G.K.: Bir başkaldırıştan çok, kurulu
bir düzen içerisinde ayakta kalma çabası gibi...
B.K.: Burada da referansı [Herman] Melville’in Katip Bartleby
karakterine yönlendirebiliriz. Bir çeşit “yapmamayı tercih etme” refleksi ile
bürokrasi içerisinde gündelik kaçış noktalarına yönelmek, onlar üzerinden ifade
alanları yaratmak. “Kurum içi kurumsal eleştiri” deniyor belki buna. Bu ne
kadar doğrudan ve inandırıcı tartışılır ama sanat artık her ortamın
şirketleştirildiği, yönetilebilir değerler olarak görüldüğü bir alan
içerisinde. Bu yorumun üzerine dışarıda olmak veya içeride olmak üzerinden;
bağımsız sanatçı olmak, akademisyen sanatçı olmak, dışarıda galeri temsili olan
sanatçı olmak ya da temsili reddeden tamamen sistemin dışında bir sanatçı olabilmek,
kayıt dışılık, görünürlük ve takip edilebilirlik gibi bir düşünceler yığını,
tümleşik sorunlar ağı üzerime üzerime geliyor. Özellikle Türkiye’de otuzlu
yaşlarda ve daha genç güncel sanatçı figürünün kendini ayakta tutabileceği, “Bugün
de yaşıyorum, devam ediyorum” diyebileceği umutlu bir zemin bulması artık çok
zormuş gibi geliyor bana. Zemini hep geniş tutmaya çalışıyorum ve o adacıkları,
bölgeler arası atlamaları gerçekleştiriyorum. Açıkçası bazen sanatçı, bazen
küratör, bazen akademisyen, bazen bir kolektifin içerisinde, bazen de galeri
temsili ile temsil edilebilen bir figüre geçiş yapabiliyorum. Zira şans
yanınızda olmadıkça maddi olarak hayatınızı sürdürebilmek, sanat üretimi için
gereken bütçe, gerekli eleştirel takviye ve destek olmaksızın görünürlük
sağlamak ve bağımsız olarak direnebilmek çok zor. Dönem itibariyle bu zeminler
arasında kendi evim diyebileceğim bir alan, saha arayıp durdum. Sanırım hiçbiri
şu ana kadar ne umutsuzluğumu, ne de kaygılarımı tümüyle yenebilmemi sağlayamadı.

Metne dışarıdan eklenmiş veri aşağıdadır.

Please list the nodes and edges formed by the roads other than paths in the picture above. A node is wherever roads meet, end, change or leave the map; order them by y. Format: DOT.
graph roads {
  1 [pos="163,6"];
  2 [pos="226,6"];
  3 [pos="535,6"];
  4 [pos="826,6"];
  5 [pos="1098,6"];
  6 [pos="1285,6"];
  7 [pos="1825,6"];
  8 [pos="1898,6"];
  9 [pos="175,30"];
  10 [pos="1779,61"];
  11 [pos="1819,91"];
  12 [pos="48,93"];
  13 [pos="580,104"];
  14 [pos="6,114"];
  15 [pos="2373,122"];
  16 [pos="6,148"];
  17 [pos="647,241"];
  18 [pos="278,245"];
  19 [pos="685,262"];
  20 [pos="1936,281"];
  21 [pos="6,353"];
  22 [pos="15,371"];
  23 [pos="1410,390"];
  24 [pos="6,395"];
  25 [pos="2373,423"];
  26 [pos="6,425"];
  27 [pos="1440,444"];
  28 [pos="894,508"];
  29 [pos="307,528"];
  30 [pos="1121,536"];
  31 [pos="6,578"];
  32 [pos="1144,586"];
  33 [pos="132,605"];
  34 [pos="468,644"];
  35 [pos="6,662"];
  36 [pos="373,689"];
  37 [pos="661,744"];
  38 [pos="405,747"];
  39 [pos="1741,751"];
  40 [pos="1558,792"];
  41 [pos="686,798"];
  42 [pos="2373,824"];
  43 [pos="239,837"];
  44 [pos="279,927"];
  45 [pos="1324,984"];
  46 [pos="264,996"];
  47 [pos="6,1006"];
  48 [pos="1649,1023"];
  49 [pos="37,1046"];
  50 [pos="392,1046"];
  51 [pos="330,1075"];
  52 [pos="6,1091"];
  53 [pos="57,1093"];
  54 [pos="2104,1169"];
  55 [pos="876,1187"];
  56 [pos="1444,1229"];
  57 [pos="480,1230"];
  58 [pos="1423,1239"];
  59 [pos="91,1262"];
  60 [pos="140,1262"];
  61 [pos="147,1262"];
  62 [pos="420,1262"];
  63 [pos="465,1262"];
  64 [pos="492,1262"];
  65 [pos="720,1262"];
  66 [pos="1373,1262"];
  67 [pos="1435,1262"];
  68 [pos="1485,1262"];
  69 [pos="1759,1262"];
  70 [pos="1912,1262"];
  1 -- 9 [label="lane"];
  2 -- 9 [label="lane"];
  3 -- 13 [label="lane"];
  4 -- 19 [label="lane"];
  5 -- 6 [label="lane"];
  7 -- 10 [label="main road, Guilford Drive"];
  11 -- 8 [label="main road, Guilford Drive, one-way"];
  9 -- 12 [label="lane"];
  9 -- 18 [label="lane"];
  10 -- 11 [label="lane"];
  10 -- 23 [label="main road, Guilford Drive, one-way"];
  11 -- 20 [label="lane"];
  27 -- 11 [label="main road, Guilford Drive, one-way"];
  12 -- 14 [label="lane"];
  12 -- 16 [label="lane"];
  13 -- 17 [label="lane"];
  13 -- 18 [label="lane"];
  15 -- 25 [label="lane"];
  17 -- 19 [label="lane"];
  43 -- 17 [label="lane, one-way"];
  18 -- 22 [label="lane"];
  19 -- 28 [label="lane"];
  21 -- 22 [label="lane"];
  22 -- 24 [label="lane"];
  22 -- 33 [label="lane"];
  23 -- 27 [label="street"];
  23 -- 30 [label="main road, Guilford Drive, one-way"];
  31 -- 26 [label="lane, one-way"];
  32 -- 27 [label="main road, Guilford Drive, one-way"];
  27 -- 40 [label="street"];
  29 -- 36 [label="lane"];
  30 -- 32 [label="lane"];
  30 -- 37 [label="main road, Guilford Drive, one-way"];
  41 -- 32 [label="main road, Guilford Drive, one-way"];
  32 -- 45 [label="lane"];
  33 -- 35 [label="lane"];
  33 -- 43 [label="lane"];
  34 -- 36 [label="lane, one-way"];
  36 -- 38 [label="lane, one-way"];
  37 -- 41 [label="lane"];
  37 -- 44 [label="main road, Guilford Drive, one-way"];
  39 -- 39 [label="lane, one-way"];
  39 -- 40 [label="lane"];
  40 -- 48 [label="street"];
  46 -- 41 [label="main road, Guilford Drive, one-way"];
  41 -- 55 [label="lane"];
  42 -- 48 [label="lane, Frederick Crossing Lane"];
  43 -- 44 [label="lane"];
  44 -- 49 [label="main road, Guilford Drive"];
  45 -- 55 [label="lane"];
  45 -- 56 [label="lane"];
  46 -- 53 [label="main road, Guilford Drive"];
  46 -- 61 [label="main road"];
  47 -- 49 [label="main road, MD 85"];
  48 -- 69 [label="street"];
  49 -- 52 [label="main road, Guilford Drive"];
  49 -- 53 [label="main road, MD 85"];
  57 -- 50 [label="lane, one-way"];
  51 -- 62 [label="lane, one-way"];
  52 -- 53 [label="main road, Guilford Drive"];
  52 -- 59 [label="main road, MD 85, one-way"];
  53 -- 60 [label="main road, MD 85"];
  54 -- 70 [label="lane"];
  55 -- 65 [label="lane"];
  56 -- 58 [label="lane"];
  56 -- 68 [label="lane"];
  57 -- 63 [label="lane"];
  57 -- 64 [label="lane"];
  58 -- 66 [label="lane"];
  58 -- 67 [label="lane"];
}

Anlaşılabilen, takip edilen biri olabilecek bir alan içerisine yerleştirilmek,
tasnif edilmek, bir şeyleri seçmek ya da doğru bir bölge içinden seçilebilmek
gerekiyor. Türkiye’de 2007 sonrası giderek dönüşüme uğrayan yeni sanat
ortamında ürettiklerimle nerede ve ne kadar ayakta kalabiliyorum bilmiyorum.
G.K.: Sergide birçok referans veriyorsunuz. Melville’in ‘Katip
Bartleby’si, Kafka’nın ‘Dönüşüm’ü, Perec’in ‘Hayat Kullanım Kılavuzu’ gibi
edebiyattan verdiğiniz referansların yanı sıra Ofis bölümünde Mondrian ve
Malevich’e göndermeler yapan işler de bulunuyor.
B.K.: Mondrian’a atfen yapılmış üçlü bir seri var. Bunlar A4 boyutlarında
Mondrian’ın kullandığı mavi-sarı-kırmızı-beyaz ve siyah renklerde, malzeme
ofisinden alınmış karbon kağıtları ile yeniden üretilmiş çalışmalar.
Bürokrasinin alanı (uzayı) diyebileceğimiz ölçü olan A4 kağıt boyutlarındalar.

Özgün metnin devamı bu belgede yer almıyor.